THE TASK: Look through the records, and wherever the string "dead" turns up, copy out that line.

EXTRACTED INFORMATION:
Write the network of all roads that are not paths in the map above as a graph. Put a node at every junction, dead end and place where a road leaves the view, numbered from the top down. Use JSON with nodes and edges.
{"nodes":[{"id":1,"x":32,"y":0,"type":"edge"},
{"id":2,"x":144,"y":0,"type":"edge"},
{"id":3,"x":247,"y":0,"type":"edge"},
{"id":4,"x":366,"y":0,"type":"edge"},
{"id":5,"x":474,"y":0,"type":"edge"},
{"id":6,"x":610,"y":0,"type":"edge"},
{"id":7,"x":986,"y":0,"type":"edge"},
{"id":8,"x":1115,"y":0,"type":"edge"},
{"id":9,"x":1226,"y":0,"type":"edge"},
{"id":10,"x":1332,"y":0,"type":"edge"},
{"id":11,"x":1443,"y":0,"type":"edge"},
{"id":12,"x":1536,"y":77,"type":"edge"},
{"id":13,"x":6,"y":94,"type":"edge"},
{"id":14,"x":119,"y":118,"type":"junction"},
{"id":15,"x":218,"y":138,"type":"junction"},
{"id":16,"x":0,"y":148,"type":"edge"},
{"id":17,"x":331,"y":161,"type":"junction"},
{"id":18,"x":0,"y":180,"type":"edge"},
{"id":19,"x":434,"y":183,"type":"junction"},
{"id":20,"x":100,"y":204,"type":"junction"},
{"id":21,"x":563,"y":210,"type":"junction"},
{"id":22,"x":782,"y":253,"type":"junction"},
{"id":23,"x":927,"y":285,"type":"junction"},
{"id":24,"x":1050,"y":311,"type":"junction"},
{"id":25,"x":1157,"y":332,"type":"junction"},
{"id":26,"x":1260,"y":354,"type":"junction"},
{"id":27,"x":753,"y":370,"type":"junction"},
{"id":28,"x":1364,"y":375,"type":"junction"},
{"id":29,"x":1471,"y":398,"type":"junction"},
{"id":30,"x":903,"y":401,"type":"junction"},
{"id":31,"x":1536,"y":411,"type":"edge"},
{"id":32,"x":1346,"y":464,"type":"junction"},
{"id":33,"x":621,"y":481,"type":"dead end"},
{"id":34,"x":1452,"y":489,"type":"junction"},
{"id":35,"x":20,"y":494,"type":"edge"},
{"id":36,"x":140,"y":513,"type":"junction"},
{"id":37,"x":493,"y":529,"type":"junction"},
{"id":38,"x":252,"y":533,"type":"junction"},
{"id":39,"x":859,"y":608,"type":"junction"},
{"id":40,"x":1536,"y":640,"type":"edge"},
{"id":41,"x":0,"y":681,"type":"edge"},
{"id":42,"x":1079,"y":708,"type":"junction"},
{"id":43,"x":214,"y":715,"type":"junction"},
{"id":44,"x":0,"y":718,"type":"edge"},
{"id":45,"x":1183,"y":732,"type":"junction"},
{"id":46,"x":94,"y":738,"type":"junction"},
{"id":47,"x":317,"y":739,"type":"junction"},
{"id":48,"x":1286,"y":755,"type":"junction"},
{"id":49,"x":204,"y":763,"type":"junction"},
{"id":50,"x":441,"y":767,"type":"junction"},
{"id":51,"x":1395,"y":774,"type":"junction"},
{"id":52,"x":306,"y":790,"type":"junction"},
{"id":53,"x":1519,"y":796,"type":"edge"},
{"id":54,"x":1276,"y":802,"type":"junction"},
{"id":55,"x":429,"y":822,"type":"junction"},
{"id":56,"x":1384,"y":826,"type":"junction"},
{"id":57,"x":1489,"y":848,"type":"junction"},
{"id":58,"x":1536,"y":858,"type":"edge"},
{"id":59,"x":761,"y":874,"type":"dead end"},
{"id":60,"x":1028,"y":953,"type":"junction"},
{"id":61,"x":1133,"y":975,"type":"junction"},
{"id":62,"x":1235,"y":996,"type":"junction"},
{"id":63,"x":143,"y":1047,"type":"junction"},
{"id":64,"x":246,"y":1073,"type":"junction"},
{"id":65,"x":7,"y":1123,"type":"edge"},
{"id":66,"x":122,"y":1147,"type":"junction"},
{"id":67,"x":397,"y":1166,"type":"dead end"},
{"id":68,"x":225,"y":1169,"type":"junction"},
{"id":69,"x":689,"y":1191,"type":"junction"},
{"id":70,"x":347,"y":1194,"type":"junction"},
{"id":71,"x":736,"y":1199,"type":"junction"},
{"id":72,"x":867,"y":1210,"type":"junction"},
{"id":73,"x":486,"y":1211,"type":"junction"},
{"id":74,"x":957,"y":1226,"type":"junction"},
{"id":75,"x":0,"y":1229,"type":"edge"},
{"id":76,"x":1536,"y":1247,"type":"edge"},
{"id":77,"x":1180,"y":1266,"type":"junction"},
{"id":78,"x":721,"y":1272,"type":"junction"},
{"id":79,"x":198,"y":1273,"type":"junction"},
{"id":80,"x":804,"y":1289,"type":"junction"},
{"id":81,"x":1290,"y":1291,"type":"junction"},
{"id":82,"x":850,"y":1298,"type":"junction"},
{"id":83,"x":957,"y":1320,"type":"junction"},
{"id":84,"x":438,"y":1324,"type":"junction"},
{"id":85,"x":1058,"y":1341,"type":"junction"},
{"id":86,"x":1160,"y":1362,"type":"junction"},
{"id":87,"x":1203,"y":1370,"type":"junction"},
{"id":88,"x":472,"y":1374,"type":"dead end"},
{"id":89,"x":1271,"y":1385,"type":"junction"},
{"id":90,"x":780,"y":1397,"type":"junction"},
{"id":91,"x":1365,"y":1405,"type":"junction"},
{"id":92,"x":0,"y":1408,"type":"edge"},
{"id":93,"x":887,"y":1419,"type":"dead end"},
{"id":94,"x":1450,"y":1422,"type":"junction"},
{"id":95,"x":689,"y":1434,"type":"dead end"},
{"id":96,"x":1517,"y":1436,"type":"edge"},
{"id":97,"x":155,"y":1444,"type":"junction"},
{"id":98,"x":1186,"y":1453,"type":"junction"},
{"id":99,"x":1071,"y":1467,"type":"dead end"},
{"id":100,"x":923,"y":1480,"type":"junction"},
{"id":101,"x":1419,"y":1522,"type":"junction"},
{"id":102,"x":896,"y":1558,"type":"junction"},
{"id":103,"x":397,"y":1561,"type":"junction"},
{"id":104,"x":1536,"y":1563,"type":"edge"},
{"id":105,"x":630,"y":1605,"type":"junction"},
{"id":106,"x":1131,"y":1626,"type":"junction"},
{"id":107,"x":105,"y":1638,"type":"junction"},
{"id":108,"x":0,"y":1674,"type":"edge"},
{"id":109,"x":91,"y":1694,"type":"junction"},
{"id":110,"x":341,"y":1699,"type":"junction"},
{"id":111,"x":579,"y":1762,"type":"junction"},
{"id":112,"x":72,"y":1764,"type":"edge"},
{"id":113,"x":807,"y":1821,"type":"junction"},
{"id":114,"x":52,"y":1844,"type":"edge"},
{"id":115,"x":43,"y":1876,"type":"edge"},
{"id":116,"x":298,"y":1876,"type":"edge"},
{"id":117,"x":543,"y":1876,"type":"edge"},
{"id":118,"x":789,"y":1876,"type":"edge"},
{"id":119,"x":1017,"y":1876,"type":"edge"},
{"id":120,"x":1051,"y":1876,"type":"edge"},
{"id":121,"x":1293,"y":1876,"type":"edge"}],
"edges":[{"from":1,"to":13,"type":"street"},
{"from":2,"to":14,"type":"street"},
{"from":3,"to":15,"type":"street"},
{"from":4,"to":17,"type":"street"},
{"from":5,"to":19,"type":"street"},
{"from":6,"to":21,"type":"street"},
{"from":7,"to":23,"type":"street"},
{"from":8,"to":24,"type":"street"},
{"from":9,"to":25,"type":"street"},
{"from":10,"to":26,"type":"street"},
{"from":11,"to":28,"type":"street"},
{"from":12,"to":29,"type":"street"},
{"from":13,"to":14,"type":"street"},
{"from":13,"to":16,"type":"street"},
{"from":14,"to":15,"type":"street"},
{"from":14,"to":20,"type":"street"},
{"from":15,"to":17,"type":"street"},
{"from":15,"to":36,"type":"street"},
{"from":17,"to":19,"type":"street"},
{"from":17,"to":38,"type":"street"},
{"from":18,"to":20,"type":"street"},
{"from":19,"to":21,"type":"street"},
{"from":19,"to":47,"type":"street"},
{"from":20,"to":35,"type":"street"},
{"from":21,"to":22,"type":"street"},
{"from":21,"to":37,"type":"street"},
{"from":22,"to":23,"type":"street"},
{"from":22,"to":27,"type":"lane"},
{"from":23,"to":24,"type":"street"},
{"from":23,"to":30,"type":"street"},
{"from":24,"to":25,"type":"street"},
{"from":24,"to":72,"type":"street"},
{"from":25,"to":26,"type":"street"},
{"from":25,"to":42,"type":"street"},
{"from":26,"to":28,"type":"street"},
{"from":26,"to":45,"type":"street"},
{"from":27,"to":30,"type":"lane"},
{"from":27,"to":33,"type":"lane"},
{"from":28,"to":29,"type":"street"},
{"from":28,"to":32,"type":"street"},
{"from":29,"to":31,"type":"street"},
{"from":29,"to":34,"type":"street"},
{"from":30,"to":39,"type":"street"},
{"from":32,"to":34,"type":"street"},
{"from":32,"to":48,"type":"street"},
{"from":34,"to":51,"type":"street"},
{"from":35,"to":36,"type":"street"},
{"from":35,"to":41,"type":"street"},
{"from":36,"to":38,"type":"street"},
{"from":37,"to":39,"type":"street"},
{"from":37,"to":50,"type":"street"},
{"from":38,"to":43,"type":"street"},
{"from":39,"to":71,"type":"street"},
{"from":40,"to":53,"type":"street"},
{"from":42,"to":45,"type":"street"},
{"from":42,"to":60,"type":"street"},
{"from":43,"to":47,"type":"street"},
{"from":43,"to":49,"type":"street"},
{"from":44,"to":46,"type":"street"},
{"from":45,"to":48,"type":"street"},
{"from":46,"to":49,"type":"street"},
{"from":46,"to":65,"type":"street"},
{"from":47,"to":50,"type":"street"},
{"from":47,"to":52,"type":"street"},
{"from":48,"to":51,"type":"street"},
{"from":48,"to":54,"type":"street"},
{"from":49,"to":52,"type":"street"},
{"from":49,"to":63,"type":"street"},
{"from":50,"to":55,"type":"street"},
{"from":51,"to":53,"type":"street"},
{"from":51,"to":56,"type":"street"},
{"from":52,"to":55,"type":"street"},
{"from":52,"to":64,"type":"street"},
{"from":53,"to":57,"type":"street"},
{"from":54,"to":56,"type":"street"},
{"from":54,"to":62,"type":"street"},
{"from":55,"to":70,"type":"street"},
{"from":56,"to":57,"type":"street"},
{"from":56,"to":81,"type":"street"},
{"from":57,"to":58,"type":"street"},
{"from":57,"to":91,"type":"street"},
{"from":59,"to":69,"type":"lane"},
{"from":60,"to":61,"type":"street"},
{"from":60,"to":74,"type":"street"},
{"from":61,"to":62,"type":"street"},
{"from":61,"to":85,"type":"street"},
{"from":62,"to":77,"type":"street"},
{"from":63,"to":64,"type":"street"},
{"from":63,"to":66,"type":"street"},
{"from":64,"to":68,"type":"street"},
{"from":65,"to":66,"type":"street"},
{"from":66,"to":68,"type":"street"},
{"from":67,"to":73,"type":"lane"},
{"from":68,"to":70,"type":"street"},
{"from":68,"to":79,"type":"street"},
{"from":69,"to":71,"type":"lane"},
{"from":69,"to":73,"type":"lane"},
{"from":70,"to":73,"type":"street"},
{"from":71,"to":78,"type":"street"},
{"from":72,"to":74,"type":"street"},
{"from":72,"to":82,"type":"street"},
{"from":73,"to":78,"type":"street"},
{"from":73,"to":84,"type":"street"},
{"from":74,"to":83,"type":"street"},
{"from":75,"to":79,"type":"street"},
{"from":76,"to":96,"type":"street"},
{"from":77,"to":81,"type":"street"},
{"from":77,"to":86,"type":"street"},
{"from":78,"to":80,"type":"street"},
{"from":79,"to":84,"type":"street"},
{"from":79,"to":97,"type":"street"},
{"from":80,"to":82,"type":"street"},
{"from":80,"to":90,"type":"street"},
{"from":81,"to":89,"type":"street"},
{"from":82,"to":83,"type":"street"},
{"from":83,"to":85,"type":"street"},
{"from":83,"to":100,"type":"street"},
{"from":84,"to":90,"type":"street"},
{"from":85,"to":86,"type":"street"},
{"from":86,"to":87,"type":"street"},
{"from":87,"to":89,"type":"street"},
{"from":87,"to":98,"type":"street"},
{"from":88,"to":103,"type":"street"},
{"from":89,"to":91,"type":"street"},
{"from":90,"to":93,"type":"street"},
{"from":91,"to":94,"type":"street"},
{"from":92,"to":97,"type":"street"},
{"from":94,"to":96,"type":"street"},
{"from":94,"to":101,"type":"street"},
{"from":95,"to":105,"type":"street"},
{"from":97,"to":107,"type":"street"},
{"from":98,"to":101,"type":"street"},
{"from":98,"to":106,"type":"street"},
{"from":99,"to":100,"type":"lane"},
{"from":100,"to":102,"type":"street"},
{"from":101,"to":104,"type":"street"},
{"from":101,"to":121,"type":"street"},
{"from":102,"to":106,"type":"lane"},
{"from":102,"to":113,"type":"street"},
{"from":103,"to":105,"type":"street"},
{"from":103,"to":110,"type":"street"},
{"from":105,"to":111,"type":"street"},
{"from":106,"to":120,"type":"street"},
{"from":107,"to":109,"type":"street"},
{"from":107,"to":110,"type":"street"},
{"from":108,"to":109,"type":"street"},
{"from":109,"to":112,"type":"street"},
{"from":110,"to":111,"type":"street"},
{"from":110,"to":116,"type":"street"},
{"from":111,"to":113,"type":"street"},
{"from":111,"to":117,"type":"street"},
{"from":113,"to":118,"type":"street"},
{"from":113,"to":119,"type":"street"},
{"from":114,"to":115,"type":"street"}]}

FINISHED TASK:
Write the network of all roads that are not paths in the map above as a graph. Put a node at every junction, dead end and place where a road leaves the view, numbered from the top down. Use JSON with nodes and edges.
{"id":33,"x":621,"y":481,"type":"dead end"},
{"id":59,"x":761,"y":874,"type":"dead end"},
{"id":67,"x":397,"y":1166,"type":"dead end"},
{"id":88,"x":472,"y":1374,"type":"dead end"},
{"id":93,"x":887,"y":1419,"type":"dead end"},
{"id":95,"x":689,"y":1434,"type":"dead end"},
{"id":99,"x":1071,"y":1467,"type":"dead end"},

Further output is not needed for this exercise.